For many small business owners, an S-corp election can reduce payroll taxes. By taking a reasonable salary and distributing the remaining profit as S-corporation distributions, an owner reduces the amount of income subject to Social Security and Medicare taxes.
Most S-corp calculators show the tax savings. They don’t show what those lower wages might cost the client later.
That is the tradeoff tax professionals need to understand. The S-corp election may reduce payroll taxes today, but it can also reduce the wages used to calculate future Social Security retirement benefits.
The S-corp tradeoff: lower Social Security wages, more cash flow today
The key question when deciding to make an S-corp election is not simply:
“How much tax can we save this year?”
The better question is:
“How much tax can we save today, and what is the estimated long-term cost, if any, to future Social Security benefits?”
This is one reason that TaxFare’s Tax Calculator was built: to help tax professionals compare the immediate tax savings of entity planning with the potential long-term Social Security impact.
The net effect can vary wildly. If a business owner already has 35 strong earning years, one additional lower-wage year may have no impact. But if the taxpayer has a shorter work history, years with low wages, and is nearing retirement, additional Social Security earnings may be much more valuable than the yearly savings.
The bottom line: the closer someone is to retirement and the lower their wage history, the more important it becomes to maximize wages to increase projected Social Security benefits.
How TaxFare helps tax professionals show the full picture
TaxFare was created because we could not find an S-corp tax calculator that handled the full complexity of entity planning. Many calculators focus on the obvious payroll tax savings, but do not fully account for QBI, wage deductions, and the secondary effects of changing how business income is reported.
We built TaxFare’s Tax Calculator to go beyond a simple estimate of self-employment tax savings. The calculator is designed to help tax professionals compare the immediate tax impact of an S-corp election with other planning consequences that can affect the client’s overall result.
TaxFare’s Social Security PV calculation goes another step further.
This was not a simple add-on. TaxFare recreates the logic behind the Social Security benefit calculation, estimates how changes in wages affect future benefits, and then converts those projected benefits into a present value using actuarial assumptions.

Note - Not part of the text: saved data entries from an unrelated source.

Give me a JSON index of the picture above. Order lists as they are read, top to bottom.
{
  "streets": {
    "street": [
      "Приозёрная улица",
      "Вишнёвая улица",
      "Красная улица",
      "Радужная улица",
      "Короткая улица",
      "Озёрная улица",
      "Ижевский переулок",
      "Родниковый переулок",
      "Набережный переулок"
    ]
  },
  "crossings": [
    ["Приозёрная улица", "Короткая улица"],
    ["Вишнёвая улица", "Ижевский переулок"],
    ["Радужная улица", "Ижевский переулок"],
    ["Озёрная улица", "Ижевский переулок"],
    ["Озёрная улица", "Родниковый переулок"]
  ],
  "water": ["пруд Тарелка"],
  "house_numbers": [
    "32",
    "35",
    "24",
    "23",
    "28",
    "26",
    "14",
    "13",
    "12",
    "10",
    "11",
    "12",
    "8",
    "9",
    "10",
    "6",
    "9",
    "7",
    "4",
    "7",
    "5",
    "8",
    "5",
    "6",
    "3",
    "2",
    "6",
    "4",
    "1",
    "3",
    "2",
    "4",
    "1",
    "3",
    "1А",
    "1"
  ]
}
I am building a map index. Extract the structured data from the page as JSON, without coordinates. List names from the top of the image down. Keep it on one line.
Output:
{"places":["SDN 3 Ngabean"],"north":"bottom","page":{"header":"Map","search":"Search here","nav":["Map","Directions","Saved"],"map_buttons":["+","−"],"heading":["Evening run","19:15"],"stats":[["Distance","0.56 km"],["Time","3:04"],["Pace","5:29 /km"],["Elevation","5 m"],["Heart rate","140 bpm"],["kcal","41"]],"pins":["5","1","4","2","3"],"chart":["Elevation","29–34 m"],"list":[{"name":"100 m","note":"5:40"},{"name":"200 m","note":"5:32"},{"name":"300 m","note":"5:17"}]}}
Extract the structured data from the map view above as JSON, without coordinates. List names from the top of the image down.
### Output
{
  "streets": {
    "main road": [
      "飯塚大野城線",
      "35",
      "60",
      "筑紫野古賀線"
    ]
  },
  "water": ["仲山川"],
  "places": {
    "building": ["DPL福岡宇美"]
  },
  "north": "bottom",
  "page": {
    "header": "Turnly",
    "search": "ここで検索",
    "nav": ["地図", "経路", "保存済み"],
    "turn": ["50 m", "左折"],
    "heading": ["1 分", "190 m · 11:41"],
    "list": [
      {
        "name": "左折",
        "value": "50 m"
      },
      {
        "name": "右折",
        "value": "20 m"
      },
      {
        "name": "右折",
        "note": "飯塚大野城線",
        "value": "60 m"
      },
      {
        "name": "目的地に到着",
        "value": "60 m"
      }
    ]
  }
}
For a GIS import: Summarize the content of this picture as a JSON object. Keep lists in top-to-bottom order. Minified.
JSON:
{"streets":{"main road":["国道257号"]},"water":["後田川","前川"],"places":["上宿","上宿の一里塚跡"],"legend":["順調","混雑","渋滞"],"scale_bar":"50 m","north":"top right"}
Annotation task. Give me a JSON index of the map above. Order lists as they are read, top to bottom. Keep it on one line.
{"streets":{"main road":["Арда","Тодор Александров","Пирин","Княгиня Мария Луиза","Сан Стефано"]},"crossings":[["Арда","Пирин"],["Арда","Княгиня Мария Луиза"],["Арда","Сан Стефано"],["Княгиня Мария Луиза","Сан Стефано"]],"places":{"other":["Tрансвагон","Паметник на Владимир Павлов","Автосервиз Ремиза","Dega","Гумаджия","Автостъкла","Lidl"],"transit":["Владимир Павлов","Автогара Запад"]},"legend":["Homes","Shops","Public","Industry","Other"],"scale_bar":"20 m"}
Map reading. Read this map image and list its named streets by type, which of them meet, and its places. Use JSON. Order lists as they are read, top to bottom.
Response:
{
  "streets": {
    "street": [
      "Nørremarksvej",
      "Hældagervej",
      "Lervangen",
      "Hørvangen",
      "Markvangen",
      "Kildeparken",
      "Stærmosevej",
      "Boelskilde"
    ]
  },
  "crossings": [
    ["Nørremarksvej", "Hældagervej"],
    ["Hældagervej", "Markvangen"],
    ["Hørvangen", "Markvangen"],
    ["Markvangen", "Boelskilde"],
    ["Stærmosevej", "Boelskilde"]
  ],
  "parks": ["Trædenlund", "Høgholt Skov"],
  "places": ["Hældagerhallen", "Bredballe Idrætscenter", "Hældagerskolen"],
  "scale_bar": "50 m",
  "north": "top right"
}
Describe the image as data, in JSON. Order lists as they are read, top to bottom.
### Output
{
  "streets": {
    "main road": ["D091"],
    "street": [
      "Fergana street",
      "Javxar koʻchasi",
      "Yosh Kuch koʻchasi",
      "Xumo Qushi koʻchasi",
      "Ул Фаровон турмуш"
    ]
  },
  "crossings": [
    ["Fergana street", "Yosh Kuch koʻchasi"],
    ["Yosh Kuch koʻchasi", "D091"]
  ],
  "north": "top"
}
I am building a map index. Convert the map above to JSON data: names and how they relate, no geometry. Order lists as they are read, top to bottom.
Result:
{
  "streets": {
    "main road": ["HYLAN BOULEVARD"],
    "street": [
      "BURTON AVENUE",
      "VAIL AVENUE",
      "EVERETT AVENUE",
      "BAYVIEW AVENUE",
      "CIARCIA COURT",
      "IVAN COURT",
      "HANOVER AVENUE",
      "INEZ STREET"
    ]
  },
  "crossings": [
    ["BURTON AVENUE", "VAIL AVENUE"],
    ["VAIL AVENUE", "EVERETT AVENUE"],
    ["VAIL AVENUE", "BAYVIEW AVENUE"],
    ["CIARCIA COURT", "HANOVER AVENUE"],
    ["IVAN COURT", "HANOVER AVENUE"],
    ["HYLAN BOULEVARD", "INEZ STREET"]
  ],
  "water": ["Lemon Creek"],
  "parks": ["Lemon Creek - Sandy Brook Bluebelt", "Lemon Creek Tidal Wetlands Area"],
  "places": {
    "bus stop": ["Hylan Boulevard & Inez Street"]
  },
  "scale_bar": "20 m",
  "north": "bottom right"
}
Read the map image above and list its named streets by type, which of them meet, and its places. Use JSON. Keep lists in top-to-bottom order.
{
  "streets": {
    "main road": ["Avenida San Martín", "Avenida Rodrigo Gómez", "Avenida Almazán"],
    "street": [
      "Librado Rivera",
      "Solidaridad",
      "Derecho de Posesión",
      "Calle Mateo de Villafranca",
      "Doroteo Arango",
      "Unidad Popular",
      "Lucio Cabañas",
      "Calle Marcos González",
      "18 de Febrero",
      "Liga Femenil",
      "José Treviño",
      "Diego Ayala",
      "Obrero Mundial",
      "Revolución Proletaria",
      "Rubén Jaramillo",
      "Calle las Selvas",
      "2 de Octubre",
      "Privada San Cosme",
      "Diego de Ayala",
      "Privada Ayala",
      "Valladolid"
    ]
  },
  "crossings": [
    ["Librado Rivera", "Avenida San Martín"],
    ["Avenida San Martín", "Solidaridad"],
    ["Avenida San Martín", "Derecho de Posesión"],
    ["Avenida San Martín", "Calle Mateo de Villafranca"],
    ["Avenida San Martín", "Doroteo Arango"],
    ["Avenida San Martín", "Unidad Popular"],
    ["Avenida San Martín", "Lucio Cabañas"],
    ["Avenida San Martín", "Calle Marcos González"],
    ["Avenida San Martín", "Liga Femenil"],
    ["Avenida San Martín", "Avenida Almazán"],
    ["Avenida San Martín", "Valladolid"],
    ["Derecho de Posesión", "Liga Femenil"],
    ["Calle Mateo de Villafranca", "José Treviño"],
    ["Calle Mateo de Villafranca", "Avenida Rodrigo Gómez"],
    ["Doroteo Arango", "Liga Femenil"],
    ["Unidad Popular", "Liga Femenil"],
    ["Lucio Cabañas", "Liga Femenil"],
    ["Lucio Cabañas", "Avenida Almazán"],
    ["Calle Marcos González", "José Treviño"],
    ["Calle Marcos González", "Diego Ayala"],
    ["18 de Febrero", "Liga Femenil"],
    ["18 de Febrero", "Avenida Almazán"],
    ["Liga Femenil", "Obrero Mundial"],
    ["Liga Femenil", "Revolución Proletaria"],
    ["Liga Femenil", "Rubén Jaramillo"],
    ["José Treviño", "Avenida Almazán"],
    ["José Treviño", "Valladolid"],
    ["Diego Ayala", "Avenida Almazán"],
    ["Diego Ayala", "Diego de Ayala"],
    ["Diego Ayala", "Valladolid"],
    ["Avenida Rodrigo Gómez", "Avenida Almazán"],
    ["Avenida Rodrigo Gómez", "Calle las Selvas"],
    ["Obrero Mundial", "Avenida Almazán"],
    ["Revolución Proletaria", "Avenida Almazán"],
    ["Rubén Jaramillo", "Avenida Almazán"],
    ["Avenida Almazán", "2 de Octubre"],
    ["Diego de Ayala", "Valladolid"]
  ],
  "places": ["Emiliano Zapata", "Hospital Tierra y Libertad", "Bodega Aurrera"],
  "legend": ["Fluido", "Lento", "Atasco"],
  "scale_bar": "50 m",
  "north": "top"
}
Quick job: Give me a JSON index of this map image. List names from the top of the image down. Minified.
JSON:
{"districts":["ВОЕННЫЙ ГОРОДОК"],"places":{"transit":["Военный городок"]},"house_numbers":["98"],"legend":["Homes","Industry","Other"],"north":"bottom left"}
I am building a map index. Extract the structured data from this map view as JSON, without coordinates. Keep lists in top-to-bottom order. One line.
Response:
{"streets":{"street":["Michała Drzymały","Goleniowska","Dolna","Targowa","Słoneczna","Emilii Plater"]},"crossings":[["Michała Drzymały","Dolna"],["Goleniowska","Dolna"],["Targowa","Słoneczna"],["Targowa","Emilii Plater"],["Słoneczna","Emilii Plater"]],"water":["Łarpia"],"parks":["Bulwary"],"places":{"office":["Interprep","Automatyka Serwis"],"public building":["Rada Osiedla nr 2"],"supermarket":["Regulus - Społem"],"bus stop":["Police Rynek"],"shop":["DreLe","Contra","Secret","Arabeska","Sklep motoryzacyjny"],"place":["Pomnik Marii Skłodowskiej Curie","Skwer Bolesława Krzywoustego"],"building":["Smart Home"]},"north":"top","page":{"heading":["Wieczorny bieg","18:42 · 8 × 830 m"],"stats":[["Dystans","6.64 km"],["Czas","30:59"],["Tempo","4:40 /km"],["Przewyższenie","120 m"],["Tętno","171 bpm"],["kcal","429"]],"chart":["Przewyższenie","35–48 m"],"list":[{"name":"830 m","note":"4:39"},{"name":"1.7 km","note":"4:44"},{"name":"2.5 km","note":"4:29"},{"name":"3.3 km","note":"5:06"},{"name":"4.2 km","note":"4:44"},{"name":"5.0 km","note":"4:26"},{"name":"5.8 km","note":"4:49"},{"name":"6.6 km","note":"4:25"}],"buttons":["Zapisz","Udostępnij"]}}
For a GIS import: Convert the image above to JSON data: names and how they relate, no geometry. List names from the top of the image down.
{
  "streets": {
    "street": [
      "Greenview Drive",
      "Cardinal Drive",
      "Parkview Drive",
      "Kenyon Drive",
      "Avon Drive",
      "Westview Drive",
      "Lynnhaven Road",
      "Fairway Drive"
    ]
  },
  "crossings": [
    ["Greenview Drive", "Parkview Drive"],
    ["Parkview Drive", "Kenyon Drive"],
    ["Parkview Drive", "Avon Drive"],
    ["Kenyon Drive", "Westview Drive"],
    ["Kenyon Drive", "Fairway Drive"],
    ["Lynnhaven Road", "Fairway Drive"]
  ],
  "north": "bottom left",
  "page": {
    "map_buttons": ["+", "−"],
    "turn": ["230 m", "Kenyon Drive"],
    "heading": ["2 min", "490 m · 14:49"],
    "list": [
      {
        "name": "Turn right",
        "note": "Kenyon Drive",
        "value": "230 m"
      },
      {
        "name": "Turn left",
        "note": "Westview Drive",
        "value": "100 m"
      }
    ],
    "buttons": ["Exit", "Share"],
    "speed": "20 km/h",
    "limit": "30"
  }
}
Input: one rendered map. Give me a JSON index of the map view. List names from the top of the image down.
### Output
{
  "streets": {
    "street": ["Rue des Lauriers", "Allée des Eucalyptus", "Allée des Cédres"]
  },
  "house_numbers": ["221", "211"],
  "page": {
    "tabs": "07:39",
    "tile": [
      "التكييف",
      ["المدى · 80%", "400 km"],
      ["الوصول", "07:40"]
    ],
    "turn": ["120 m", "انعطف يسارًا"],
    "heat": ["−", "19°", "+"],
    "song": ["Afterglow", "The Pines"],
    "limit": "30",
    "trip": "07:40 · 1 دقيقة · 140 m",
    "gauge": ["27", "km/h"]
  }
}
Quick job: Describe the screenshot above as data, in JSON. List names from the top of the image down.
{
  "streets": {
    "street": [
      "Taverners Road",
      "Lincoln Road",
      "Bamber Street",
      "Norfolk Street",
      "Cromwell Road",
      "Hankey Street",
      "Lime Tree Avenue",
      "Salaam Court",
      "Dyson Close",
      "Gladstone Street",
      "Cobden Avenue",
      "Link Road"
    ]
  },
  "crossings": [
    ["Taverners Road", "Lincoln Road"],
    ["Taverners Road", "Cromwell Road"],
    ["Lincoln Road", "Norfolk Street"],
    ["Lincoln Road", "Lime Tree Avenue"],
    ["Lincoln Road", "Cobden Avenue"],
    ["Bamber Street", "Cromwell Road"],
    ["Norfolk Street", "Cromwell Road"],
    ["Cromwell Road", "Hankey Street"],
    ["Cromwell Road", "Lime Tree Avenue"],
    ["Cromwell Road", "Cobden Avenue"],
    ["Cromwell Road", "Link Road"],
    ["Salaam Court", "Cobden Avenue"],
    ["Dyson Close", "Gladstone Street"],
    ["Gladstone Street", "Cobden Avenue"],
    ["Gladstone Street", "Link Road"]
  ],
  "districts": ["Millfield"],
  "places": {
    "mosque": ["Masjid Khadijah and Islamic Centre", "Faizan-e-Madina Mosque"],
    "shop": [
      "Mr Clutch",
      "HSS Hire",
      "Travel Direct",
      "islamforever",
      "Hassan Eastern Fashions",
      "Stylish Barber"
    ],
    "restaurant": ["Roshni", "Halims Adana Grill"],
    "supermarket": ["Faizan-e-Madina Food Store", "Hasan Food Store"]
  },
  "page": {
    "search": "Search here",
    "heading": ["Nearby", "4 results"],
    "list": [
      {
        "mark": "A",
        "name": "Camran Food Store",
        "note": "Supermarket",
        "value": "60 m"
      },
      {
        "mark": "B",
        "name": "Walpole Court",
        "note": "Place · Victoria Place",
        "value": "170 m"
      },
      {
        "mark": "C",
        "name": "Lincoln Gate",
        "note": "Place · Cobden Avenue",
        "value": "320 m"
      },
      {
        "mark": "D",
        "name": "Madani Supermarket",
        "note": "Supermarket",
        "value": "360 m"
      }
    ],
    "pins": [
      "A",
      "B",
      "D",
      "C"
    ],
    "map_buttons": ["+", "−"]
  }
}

Isn’t Social Security Going Bankrupt?
One common pushback we hear is, “Social Security is going bankrupt, and I’ll never see a dime when I retire.”
We have two responses. First, Social Security is the third rail of American politics. Neither party wants to be seen cutting benefits, especially because retirees vote and have paid into the system for decades.
Second, even if Congress does nothing, Social Security benefits would not disappear completely. They would be reduced. Current projections show the trust fund shortfall beginning in 2032. If Congress does nothing, ongoing revenue would still cover 78% of scheduled benefits. That is a serious cut, but it is not the same as benefits disappearing.
Married taxpayers: spousal and survivor benefits matter too
Social Security planning is not just about one worker’s retirement benefit.
A spouse may be eligible for benefits based on the worker’s record. In general, a spouse’s benefit can be as much as 50% of the worker’s benefit, depending on age and other eligibility factors.
Survivor benefits can also be significant. A surviving spouse may receive up to 100% of the deceased spouse’s benefit, and eligible children may also qualify.
That means reducing one spouse’s Social Security-covered wages may affect more than that person’s retirement projection. It may also affect the household’s broader retirement income picture.
For married business owners, especially when one spouse does not work or has a limited earnings history, the Social Security side of the S-corp analysis deserves extra attention. We provide an option in our model to include spousal benefits.
S-corp savings should not be analyzed in isolation
A good S-corp analysis should not stop at payroll tax savings. It should also consider the client’s age, earnings history, years until retirement, marital status, and whether a spouse may rely on spousal or survivor benefits.
The best planning shows both sides clearly: the payroll tax savings the client may receive today, and the potential Social Security cost those savings may create later.